- **Exercise instructions**:
Provide an exact reproduction of every entry.

(Items listed in a dataset)
((

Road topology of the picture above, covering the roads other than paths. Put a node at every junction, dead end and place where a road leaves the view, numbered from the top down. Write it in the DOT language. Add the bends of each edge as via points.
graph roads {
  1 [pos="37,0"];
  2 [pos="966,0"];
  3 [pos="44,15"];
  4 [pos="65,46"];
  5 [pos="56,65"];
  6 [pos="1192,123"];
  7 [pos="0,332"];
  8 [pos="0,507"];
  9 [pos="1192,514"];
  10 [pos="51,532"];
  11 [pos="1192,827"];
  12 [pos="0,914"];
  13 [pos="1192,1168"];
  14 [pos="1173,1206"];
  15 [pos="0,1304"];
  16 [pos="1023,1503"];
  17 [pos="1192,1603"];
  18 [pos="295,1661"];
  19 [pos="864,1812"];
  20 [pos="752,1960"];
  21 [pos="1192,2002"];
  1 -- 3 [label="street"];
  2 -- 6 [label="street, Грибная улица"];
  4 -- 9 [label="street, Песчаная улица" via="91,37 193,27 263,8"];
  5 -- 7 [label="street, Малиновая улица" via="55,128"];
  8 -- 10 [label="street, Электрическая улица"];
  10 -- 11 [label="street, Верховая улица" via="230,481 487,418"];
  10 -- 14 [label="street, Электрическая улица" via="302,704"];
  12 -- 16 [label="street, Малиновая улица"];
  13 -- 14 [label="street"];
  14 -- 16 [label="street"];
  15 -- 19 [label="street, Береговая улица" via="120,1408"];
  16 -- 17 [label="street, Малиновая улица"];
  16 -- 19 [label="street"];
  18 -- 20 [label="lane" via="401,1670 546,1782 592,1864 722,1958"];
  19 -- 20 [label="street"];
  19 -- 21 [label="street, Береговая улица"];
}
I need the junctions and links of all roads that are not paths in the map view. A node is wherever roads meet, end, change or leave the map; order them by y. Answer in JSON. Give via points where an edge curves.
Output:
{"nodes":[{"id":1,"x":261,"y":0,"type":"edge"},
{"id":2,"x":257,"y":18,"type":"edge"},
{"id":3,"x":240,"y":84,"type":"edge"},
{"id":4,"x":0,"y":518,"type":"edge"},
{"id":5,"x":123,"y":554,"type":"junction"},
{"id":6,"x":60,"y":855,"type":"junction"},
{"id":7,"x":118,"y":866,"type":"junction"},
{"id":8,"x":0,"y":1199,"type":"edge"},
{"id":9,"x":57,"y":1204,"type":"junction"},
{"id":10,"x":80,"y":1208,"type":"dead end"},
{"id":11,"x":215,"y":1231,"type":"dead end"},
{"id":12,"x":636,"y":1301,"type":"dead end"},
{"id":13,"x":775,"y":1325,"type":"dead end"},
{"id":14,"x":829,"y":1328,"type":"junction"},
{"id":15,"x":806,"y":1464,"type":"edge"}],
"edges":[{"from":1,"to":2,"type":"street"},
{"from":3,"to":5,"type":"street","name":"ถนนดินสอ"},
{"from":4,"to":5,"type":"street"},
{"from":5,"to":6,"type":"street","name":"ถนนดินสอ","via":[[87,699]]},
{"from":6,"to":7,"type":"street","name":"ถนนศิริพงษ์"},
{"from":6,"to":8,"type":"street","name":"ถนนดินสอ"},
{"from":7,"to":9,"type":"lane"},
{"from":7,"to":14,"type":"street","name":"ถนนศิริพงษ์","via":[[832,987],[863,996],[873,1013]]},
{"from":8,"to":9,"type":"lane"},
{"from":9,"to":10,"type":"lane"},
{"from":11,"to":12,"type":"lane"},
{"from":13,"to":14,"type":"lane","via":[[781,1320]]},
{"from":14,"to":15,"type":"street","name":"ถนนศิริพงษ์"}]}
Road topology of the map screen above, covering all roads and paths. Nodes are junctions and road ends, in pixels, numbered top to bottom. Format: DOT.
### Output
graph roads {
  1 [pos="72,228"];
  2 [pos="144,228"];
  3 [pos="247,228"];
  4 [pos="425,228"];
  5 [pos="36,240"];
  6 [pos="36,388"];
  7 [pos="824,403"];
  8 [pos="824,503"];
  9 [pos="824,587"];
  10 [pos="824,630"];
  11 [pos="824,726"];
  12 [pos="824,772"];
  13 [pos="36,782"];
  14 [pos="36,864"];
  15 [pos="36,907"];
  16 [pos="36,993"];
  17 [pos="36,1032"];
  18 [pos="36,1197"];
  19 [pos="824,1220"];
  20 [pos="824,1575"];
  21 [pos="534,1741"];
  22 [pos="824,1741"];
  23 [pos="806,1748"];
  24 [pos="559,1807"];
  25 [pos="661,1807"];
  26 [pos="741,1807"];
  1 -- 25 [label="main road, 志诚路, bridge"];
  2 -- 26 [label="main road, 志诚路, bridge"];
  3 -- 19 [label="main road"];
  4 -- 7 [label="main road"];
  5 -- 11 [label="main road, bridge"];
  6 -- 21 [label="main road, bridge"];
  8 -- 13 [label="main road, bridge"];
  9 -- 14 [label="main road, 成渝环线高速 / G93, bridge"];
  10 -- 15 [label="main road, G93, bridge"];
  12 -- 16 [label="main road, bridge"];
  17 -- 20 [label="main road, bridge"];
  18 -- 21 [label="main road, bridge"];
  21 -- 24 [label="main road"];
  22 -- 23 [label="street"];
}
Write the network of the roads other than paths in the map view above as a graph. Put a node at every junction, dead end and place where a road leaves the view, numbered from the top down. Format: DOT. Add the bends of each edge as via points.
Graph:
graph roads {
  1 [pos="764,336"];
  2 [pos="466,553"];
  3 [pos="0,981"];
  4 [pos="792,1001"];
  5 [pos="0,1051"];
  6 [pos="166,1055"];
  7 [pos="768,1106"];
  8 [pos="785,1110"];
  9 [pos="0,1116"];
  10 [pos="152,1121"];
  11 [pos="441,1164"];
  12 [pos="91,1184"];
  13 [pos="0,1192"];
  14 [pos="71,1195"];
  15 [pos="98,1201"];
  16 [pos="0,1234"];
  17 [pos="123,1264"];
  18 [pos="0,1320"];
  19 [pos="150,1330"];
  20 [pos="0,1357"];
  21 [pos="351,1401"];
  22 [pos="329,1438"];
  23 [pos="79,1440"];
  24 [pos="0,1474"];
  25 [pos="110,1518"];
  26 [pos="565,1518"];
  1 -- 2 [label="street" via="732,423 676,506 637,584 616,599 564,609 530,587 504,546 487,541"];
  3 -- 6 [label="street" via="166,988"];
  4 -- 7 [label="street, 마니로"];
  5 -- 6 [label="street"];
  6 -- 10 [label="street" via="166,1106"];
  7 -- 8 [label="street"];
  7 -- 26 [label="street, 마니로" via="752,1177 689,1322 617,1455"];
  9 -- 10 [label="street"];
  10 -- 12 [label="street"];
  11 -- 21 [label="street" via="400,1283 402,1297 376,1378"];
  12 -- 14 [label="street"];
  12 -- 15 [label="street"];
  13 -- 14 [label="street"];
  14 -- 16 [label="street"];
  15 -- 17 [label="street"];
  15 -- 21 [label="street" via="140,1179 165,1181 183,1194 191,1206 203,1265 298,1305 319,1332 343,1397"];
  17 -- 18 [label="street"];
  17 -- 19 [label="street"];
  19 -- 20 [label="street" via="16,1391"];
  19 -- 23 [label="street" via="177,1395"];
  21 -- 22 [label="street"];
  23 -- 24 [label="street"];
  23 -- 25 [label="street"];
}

))

- **Task solution**:
Road topology of the picture above, covering the roads other than paths. Put a node at every junction, dead end and place where a road leaves the view, numbered from the top down. Write it in the DOT language. Add the bends of each edge as via points.
graph roads {
  1 [pos="37,0"];
  2 [pos="966,0"];
  3 [pos="44,15"];
  4 [pos="65,46"];
  5 [pos="56,65"];
  6 [pos="1192,123"];
  7 [pos="0,332"];
  8 [pos="0,507"];
  9 [pos="1192,514"];
  10 [pos="51,532"];
  11 [pos="1192,827"];
  12 [pos="0,914"];
  13 [pos="1192,1168"];
  14 [pos="1173,1206"];
  15 [pos="0,1304"];
  16 [pos="1023,1503"];
  17 [pos="1192,1603"];
  18 [pos="295,1661"];
  19 [pos="864,1812"];
  20 [pos="752,1960"];
  21 [pos="1192,2002"];
  1 -- 3 [label="street"];
  2 -- 6 [label="street, Грибная улица"];
  4 -- 9 [label="street, Песчаная улица" via="91,37 193,27 263,8"];
  5 -- 7 [label="street, Малиновая улица" via="55,128"];
  8 -- 10 [label="street, Электрическая улица"];
  10 -- 11 [label="street, Верховая улица" via="230,481 487,418"];
  10 -- 14 [label="street, Электрическая улица" via="302,704"];
  12 -- 16 [label="street, Малиновая улица"];
  13 -- 14 [label="street"];
  14 -- 16 [label="street"];
  15 -- 19 [label="street, Береговая улица" via="120,1408"];
  16 -- 17 [label="street, Малиновая улица"];
  16 -- 19 [label="street"];
  18 -- 20 [label="lane" via="401,1670 546,1782 592,1864 722,1958"];
  19 -- 20 [label="street"];
  19 -- 21 [label="street, Береговая улица"];
}
I need the junctions and links of all roads that are not paths in the map view. A node is wherever roads meet, end, change or leave the map; order them by y. Answer in JSON. Give via points where an edge curves.
Output:
{"nodes":[{"id":1,"x":261,"y":0,"type":"edge"},
{"id":2,"x":257,"y":18,"type":"edge"},
{"id":3,"x":240,"y":84,"type":"edge"},
{"id":4,"x":0,"y":518,"type":"edge"},
{"id":5,"x":123,"y":554,"type":"junction"},
{"id":6,"x":60,"y":855,"type":"junction"},
{"id":7,"x":118,"y":866,"type":"junction"},
{"id":8,"x":0,"y":1199,"type":"edge"},
{"id":9,"x":57,"y":1204,"type":"junction"},
{"id":10,"x":80,"y":1208,"type":"dead end"},
{"id":11,"x":215,"y":1231,"type":"dead end"},
{"id":12,"x":636,"y":1301,"type":"dead end"},
{"id":13,"x":775,"y":1325,"type":"dead end"},
{"id":14,"x":829,"y":1328,"type":"junction"},
{"id":15,"x":806,"y":1464,"type":"edge"}],
"edges":[{"from":1,"to":2,"type":"street"},
{"from":3,"to":5,"type":"street","name":"ถนนดินสอ"},
{"from":4,"to":5,"type":"street"},
{"from":5,"to":6,"type":"street","name":"ถนนดินสอ","via":[[87,699]]},
{"from":6,"to":7,"type":"street","name":"ถนนศิริพงษ์"},
{"from":6,"to":8,"type":"street","name":"ถนนดินสอ"},
{"from":7,"to":9,"type":"lane"},
{"from":7,"to":14,"type":"street","name":"ถนนศิริพงษ์","via":[[832,987],[863,996],[873,1013]]},
{"from":8,"to":9,"type":"lane"},
{"from":9,"to":10,"type":"lane"},
{"from":11,"to":12,"type":"lane"},
{"from":13,"to":14,"type":"lane","via":[[781,1320]]},
{"from":14,"to":15,"type":"street","name":"ถนนศิริพงษ์"}]}
Road topology of the map screen above, covering all roads and paths. Nodes are junctions and road ends, in pixels, numbered top to bottom. Format: DOT.
### Output
graph roads {
  1 [pos="72,228"];
  2 [pos="144,228"];
  3 [pos="247,228"];
  4 [pos="425,228"];
  5 [pos="36,240"];
  6 [pos="36,388"];
  7 [pos="824,403"];
  8 [pos="824,503"];
  9 [pos="824,587"];
  10 [pos="824,630"];
  11 [pos="824,726"];
  12 [pos="824,772"];
  13 [pos="36,782"];
  14 [pos="36,864"];
  15 [pos="36,907"];
  16 [pos="36,993"];
  17 [pos="36,1032"];
  18 [pos="36,1197"];
  19 [pos="824,1220"];
  20 [pos="824,1575"];
  21 [pos="534,1741"];
  22 [pos="824,1741"];
  23 [pos="806,1748"];
  24 [pos="559,1807"];
  25 [pos="661,1807"];
  26 [pos="741,1807"];
  1 -- 25 [label="main road, 志诚路, bridge"];
  2 -- 26 [label="main road, 志诚路, bridge"];
  3 -- 19 [label="main road"];
  4 -- 7 [label="main road"];
  5 -- 11 [label="main road, bridge"];
  6 -- 21 [label="main road, bridge"];
  8 -- 13 [label="main road, bridge"];
  9 -- 14 [label="main road, 成渝环线高速 / G93, bridge"];
  10 -- 15 [label="main road, G93, bridge"];
  12 -- 16 [label="main road, bridge"];
  17 -- 20 [label="main road, bridge"];
  18 -- 21 [label="main road, bridge"];
  21 -- 24 [label="main road"];
  22 -- 23 [label="street"];
}
Write the network of the roads other than paths in the map view above as a graph. Put a node at every junction, dead end and place where a road leaves the view, numbered from the top down. Format: DOT. Add the bends of each edge as via points.
Graph:
graph roads {
  1 [pos="764,336"];
  2 [pos="466,553"];
  3 [pos="0,981"];
  4 [pos="792,1001"];
  5 [pos="0,1051"];
  6 [pos="166,1055"];
  7 [pos="768,1106"];
  8 [pos="785,1110"];
  9 [pos="0,1116"];
  10 [pos="152,1121"];
  11 [pos="441,1164"];
  12 [pos="91,1184"];
  13 [pos="0,1192"];
  14 [pos="71,1195"];
  15 [pos="98,1201"];
  16 [pos="0,1234"];
  17 [pos="123,1264"];
  18 [pos="0,1320"];
  19 [pos="150,1330"];
  20 [pos="0,1357"];
  21 [pos="351,1401"];
  22 [pos="329,1438"];
  23 [pos="79,1440"];
  24 [pos="0,1474"];
  25 [pos="110,1518"];
  26 [pos="565,1518"];
  1 -- 2 [label="street" via="732,423 676,506 637,584 616,599 564,609 530,587 504,546 487,541"];
  3 -- 6 [label="street" via="166,988"];
  4 -- 7 [label="street, 마니로"];
  5 -- 6 [label="street"];
  6 -- 10 [label="street" via="166,1106"];
  7 -- 8 [label="street"];
  7 -- 26 [label="street, 마니로" via="752,1177 689,1322 617,1455"];
  9 -- 10 [label="street"];
  10 -- 12 [label="street"];
  11 -- 21 [label="street" via="400,1283 402,1297 376,1378"];
  12 -- 14 [label="street"];
  12 -- 15 [label="street"];
  13 -- 14 [label="street"];
  14 -- 16 [label="street"];
  15 -- 17 [label="street"];
  15 -- 21 [label="street" via="140,1179 165,1181 183,1194 191,1206 203,1265 298,1305 319,1332 343,1397"];
  17 -- 18 [label="street"];
  17 -- 19 [label="street"];
  19 -- 20 [label="street" via="16,1391"];
  19 -- 23 [label="street" via="177,1395"];
  21 -- 22 [label="street"];
  23 -- 24 [label="street"];
  23 -- 25 [label="street"];
}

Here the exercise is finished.